## Saved data entries
▼

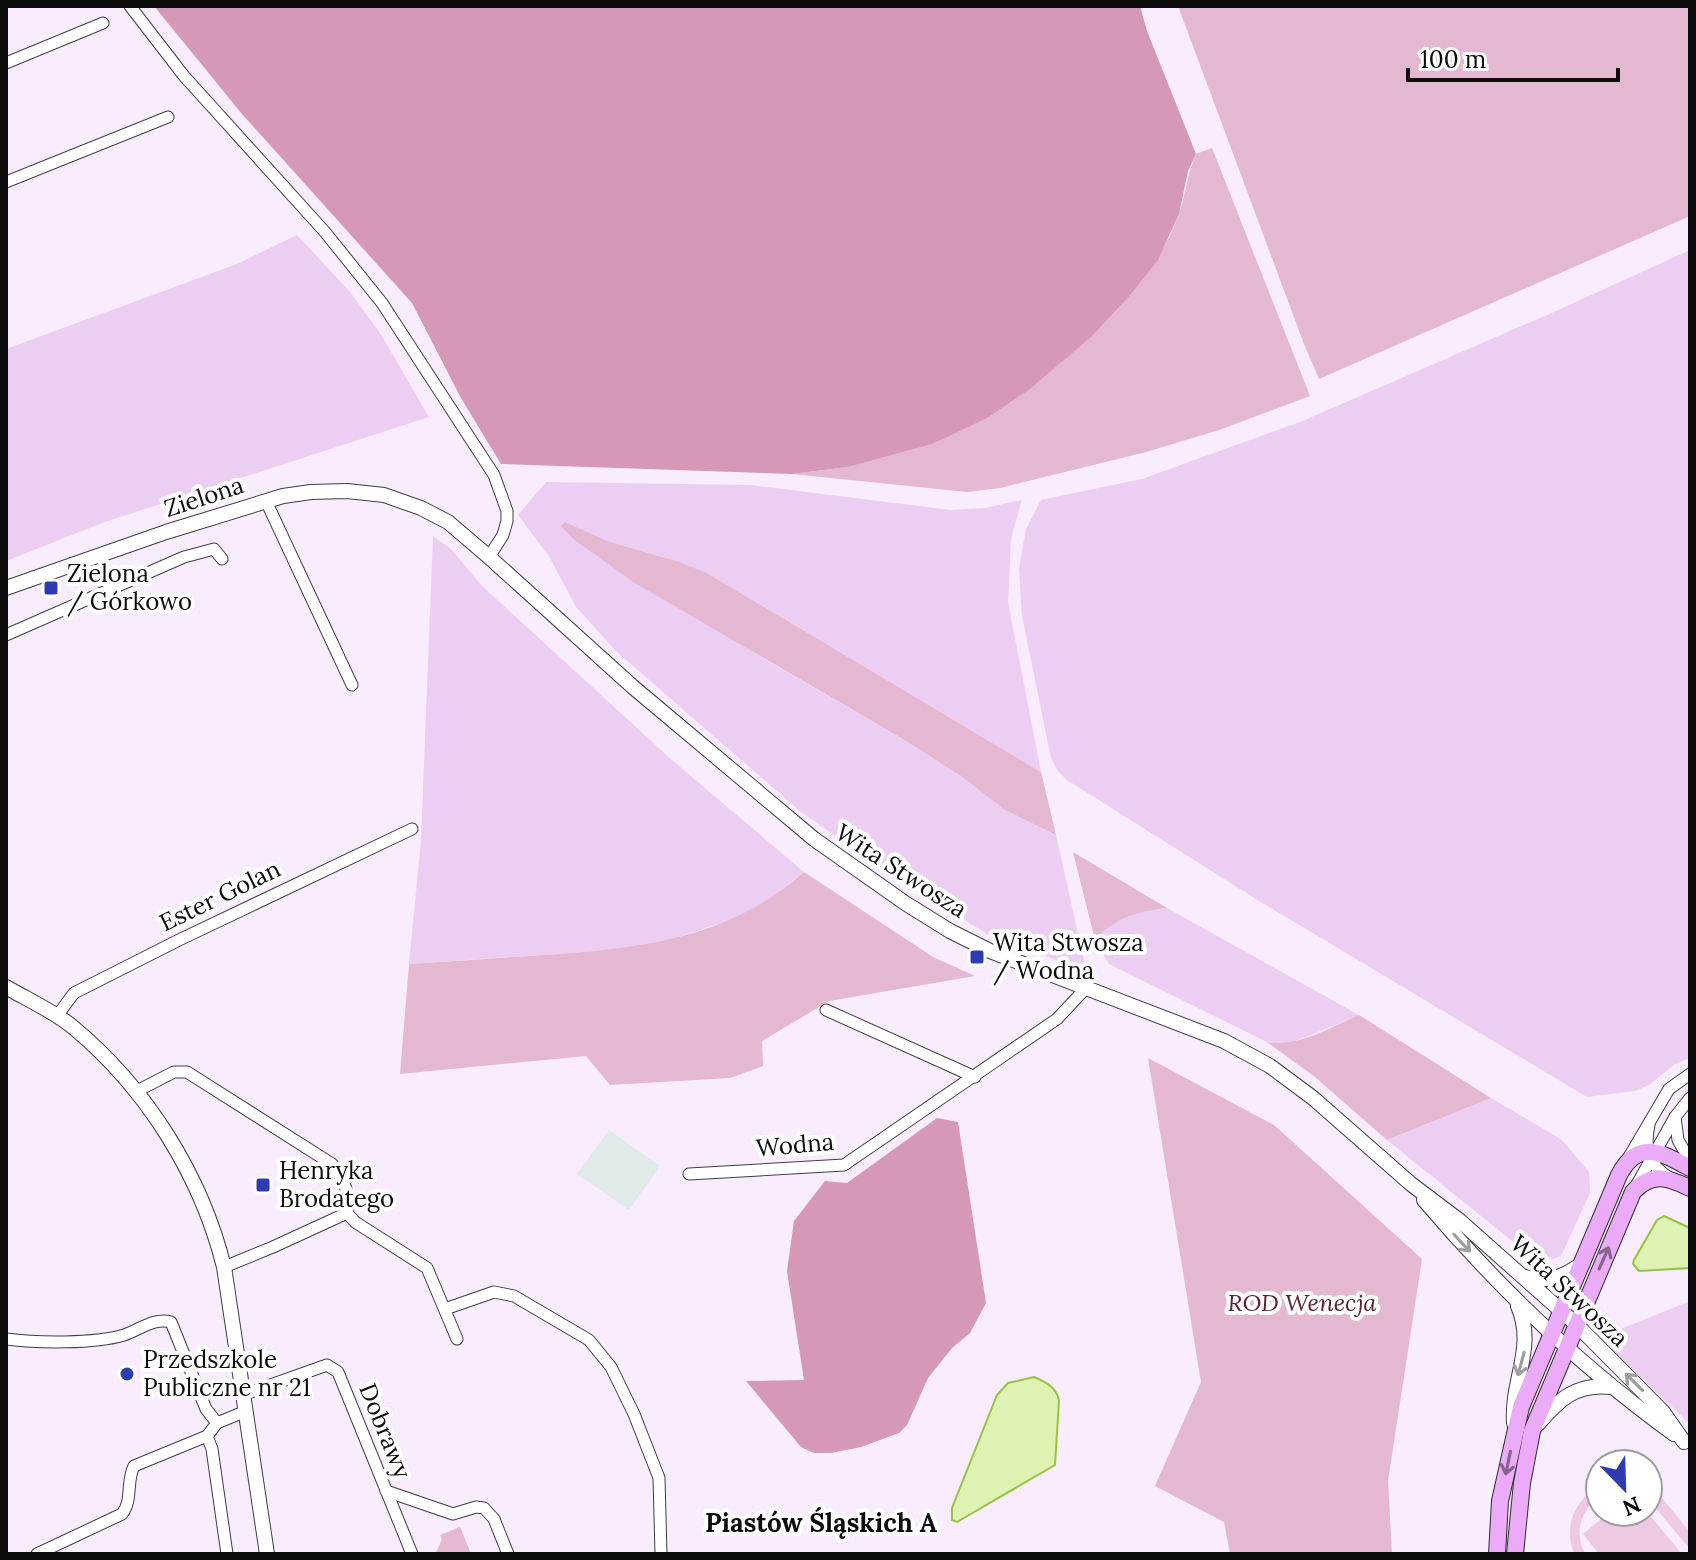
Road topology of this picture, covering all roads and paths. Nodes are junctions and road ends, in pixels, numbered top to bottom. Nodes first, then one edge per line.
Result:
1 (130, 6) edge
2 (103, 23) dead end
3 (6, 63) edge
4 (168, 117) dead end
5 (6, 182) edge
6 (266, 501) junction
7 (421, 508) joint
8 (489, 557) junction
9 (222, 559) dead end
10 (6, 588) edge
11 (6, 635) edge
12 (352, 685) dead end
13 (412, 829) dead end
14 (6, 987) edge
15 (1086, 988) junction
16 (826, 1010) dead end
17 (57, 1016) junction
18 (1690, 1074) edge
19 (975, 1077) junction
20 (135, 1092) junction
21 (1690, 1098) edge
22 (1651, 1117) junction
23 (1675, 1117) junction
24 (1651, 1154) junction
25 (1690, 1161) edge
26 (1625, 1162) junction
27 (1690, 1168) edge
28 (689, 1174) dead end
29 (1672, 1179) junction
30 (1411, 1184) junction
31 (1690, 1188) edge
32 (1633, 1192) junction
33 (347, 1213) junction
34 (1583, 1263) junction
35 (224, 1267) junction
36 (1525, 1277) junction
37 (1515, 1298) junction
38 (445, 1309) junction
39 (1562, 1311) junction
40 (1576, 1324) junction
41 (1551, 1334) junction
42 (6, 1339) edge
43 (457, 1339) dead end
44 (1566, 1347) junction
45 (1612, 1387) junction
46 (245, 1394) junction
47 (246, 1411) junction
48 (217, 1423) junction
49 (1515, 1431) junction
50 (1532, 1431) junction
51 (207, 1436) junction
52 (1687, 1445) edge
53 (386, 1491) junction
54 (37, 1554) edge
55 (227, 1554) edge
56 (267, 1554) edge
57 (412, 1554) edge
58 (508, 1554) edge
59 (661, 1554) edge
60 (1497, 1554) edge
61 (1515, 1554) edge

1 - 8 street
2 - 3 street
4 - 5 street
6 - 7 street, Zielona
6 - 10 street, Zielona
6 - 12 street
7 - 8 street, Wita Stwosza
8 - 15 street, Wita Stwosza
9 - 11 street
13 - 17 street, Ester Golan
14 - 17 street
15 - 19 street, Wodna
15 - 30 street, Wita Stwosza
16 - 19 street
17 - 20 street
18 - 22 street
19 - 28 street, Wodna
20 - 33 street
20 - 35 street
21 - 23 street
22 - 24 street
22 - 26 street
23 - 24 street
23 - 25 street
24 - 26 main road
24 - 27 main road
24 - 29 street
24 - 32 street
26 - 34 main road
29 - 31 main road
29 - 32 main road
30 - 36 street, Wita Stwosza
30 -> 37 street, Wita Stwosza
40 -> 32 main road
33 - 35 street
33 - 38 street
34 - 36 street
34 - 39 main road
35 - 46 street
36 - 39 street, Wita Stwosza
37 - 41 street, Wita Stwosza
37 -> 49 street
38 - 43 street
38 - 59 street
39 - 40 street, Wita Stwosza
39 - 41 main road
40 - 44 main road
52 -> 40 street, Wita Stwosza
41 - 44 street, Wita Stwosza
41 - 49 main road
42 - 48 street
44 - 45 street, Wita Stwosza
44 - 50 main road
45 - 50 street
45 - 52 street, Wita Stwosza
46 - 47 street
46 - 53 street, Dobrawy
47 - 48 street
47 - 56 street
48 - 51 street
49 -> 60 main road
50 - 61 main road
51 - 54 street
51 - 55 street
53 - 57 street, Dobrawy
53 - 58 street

▲

Where an entry holds an image, drop the image and copy the remaining text exactly.

## Solution to the problem
Road topology of this picture, covering all roads and paths. Nodes are junctions and road ends, in pixels, numbered top to bottom. Nodes first, then one edge per line.
Result:
1 (130, 6) edge
2 (103, 23) dead end
3 (6, 63) edge
4 (168, 117) dead end
5 (6, 182) edge
6 (266, 501) junction
7 (421, 508) joint
8 (489, 557) junction
9 (222, 559) dead end
10 (6, 588) edge
11 (6, 635) edge
12 (352, 685) dead end
13 (412, 829) dead end
14 (6, 987) edge
15 (1086, 988) junction
16 (826, 1010) dead end
17 (57, 1016) junction
18 (1690, 1074) edge
19 (975, 1077) junction
20 (135, 1092) junction
21 (1690, 1098) edge
22 (1651, 1117) junction
23 (1675, 1117) junction
24 (1651, 1154) junction
25 (1690, 1161) edge
26 (1625, 1162) junction
27 (1690, 1168) edge
28 (689, 1174) dead end
29 (1672, 1179) junction
30 (1411, 1184) junction
31 (1690, 1188) edge
32 (1633, 1192) junction
33 (347, 1213) junction
34 (1583, 1263) junction
35 (224, 1267) junction
36 (1525, 1277) junction
37 (1515, 1298) junction
38 (445, 1309) junction
39 (1562, 1311) junction
40 (1576, 1324) junction
41 (1551, 1334) junction
42 (6, 1339) edge
43 (457, 1339) dead end
44 (1566, 1347) junction
45 (1612, 1387) junction
46 (245, 1394) junction
47 (246, 1411) junction
48 (217, 1423) junction
49 (1515, 1431) junction
50 (1532, 1431) junction
51 (207, 1436) junction
52 (1687, 1445) edge
53 (386, 1491) junction
54 (37, 1554) edge
55 (227, 1554) edge
56 (267, 1554) edge
57 (412, 1554) edge
58 (508, 1554) edge
59 (661, 1554) edge
60 (1497, 1554) edge
61 (1515, 1554) edge

1 - 8 street
2 - 3 street
4 - 5 street
6 - 7 street, Zielona
6 - 10 street, Zielona
6 - 12 street
7 - 8 street, Wita Stwosza
8 - 15 street, Wita Stwosza
9 - 11 street
13 - 17 street, Ester Golan
14 - 17 street
15 - 19 street, Wodna
15 - 30 street, Wita Stwosza
16 - 19 street
17 - 20 street
18 - 22 street
19 - 28 street, Wodna
20 - 33 street
20 - 35 street
21 - 23 street
22 - 24 street
22 - 26 street
23 - 24 street
23 - 25 street
24 - 26 main road
24 - 27 main road
24 - 29 street
24 - 32 street
26 - 34 main road
29 - 31 main road
29 - 32 main road
30 - 36 street, Wita Stwosza
30 -> 37 street, Wita Stwosza
40 -> 32 main road
33 - 35 street
33 - 38 street
34 - 36 street
34 - 39 main road
35 - 46 street
36 - 39 street, Wita Stwosza
37 - 41 street, Wita Stwosza
37 -> 49 street
38 - 43 street
38 - 59 street
39 - 40 street, Wita Stwosza
39 - 41 main road
40 - 44 main road
52 -> 40 street, Wita Stwosza
41 - 44 street, Wita Stwosza
41 - 49 main road
42 - 48 street
44 - 45 street, Wita Stwosza
44 - 50 main road
45 - 50 street
45 - 52 street, Wita Stwosza
46 - 47 street
46 - 53 street, Dobrawy
47 - 48 street
47 - 56 street
48 - 51 street
49 -> 60 main road
50 - 61 main road
51 - 54 street
51 - 55 street
53 - 57 street, Dobrawy
53 - 58 street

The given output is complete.